淋しさや虚脱感も拭えませんが充実感と余韻を噛みしめながら書いていきたいと思います。

とにかく、よく練られ構築された脚本だったなあと。ロジックと情とが見事に並び立っていて、唸りました。森下さんって「JIN」では多分に情に傾いた作家だと思っていたので「ごちそうさん」のロジカルな脚本に驚き、今回はロジカルかつエモーショナル・・・ちょっと無敵の域に入ってきましたね。原作がそもそもこれほどロジカルなのか、そこがわからないので今気になってるんですけど。今から買おうかな。

歴史を語ることが主眼ではないドラマですが、「物語の背景」として描写される歴史的状況がうまいんですよね。満州国皇帝溥儀の来日を入れてくるところとか、いかにも宮中が舞台のドラマといった感じでユニークでした。まあ原作にもあるエピソードなのでしょうが・・・アヒルの入った壺を嗅いで「ウッ」となる佐藤健の演技がうまくてうまくて、思わすリピート(笑)。

満州国の毒見役たちによって、料理は原型をとどめないまでに、しっちゃかめっちゃかにされてしまう。「真心」の伝わらない不気味さ、歯がゆさ。けれどそれについて、「彼らは占領→満州建国の流れについて、不信を持っていますから」と説明するのが、このドラマのまっとうな歴史感覚。真心を込めることで真心が返ってくる、その裏返しの関係が、国と国との間で起こる「イヤな時代」に入ってしまったのです。

「闇では絶対に買うな」「なるべく国民と同じものを食べる」「粟や稗を混ぜたごはん」・・・どれも昭和天皇の実際のエピソードを、セリフやちょっとした場面で印象深く伝えてきますね。陸軍の豊かな食糧庫に足を踏み入れた瞬間、篤蔵が不穏な表情に変化するのが見ものでした。お上も耐え忍んでいるのに、前線の兵士や自分の息子たちはろくなものを食べていないのに、と激昂する篤蔵を、辰吉がなだめます。「うちだってそうだ!」この一言で、アラ辰吉も家庭を持っているんだねとわからせる巧さよ。そして辰吉の言う「勝つまでだ」の一言が、現代から見るとつらいですね。国じゅうが報われることのない辛抱をしていたのです。

やがて終戦。玉音放送を聞く列からひとり離れた篤蔵が、調理場で「晩には何をお出しできるかのう」と独りごちたのは、朝ドラ『カーネーション』での終戦場面「お昼にしよけ」へのオマージュだと勝手に受け取っています。このドラマには、許す!カーネーションへのオマージュを(何様)。茄子を洗う流しの頭上に、太い注連縄の巻かれた神棚が飾られているのがなんだか象徴的でした。

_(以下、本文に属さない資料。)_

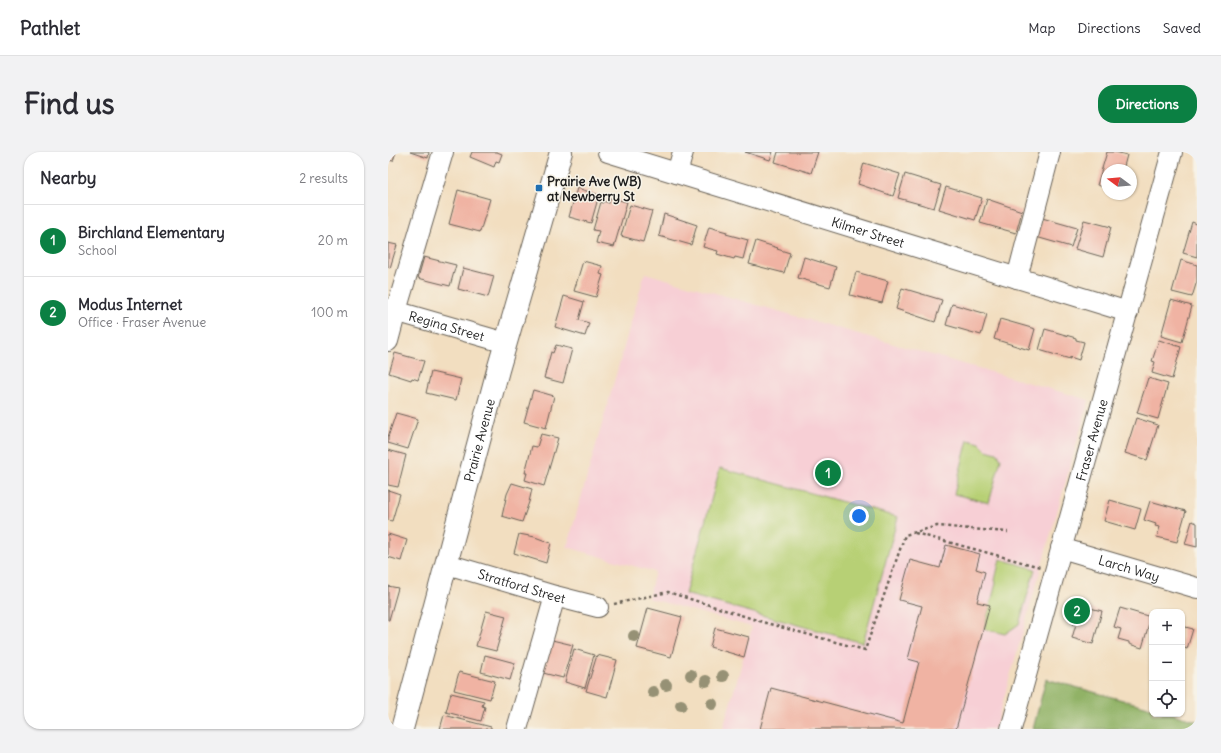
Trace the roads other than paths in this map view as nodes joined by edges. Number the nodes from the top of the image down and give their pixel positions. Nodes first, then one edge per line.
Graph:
1 (443, 152) edge
2 (561, 152) edge
3 (608, 152) edge
4 (683, 152) edge
5 (1049, 152) edge
6 (1172, 152) edge
7 (677, 173) junction
8 (1017, 278) junction
9 (392, 310) edge
10 (1128, 312) junction
11 (388, 341) edge
12 (506, 343) junction
13 (1061, 548) junction
14 (447, 564) junction
15 (1197, 588) edge
16 (555, 596) junction
17 (598, 607) road end
18 (402, 729) edge
19 (517, 729) edge
20 (1011, 729) edge

1 - 9 street
2 - 12 main road, Prairie Avenue
3 - 7 street, Kilmer Street
4 - 7 street
5 - 8 street
6 - 10 street, Fraser Avenue
7 - 8 street, Kilmer Street
8 - 10 street, Kilmer Street
9 - 11 street
9 - 12 street, Regina Street
10 - 13 street, Fraser Avenue
12 - 14 main road, Prairie Avenue
13 - 15 street, Larch Way
13 - 20 street, Fraser Avenue
14 - 16 street, Stratford Street
14 - 18 main road, Prairie Avenue
16 - 17 street, Stratford Street
16 - 19 street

焼け跡から何やかんや拾い出しては売っぱらっているらしい新太郎。「それ、泥棒っていうんですよ」「どうせアメ公が来たら金目のものは全部とられちゃうんだから」このやりとりにも、終戦直後の社会の秩序というものがガラガラポンになった、世の中の混乱ぶりが表れています。

「占領軍が来たら男は奴隷に、女はなぶり者になるって話じゃないか」なぶり者、という語彙が的確。「なぶり者の心配はないんじゃない」という新太郎のセリフはそれだけ聞くとなにげに侮辱発言でもありますが、この2人、ずいぶん前からたぶん男女の関係があったようなんですね、今回の冒頭、「お上の御膳に糸事件」をバンザイ軒で篤蔵が語る場面でそういう“匂わせ”があったような。「なぶり者の心配はない」は互いの肌になじんだ男女の戯れ言なのではないでしょうか・・・ってそこにこだわる必要ないんですが 笑 細かいなあと思ったので。それにしても、この時代の人たちは、関東大震災で焼かれ、息子や夫を兵隊にとられ、そして空襲で焼かれたんだなあ・・・と。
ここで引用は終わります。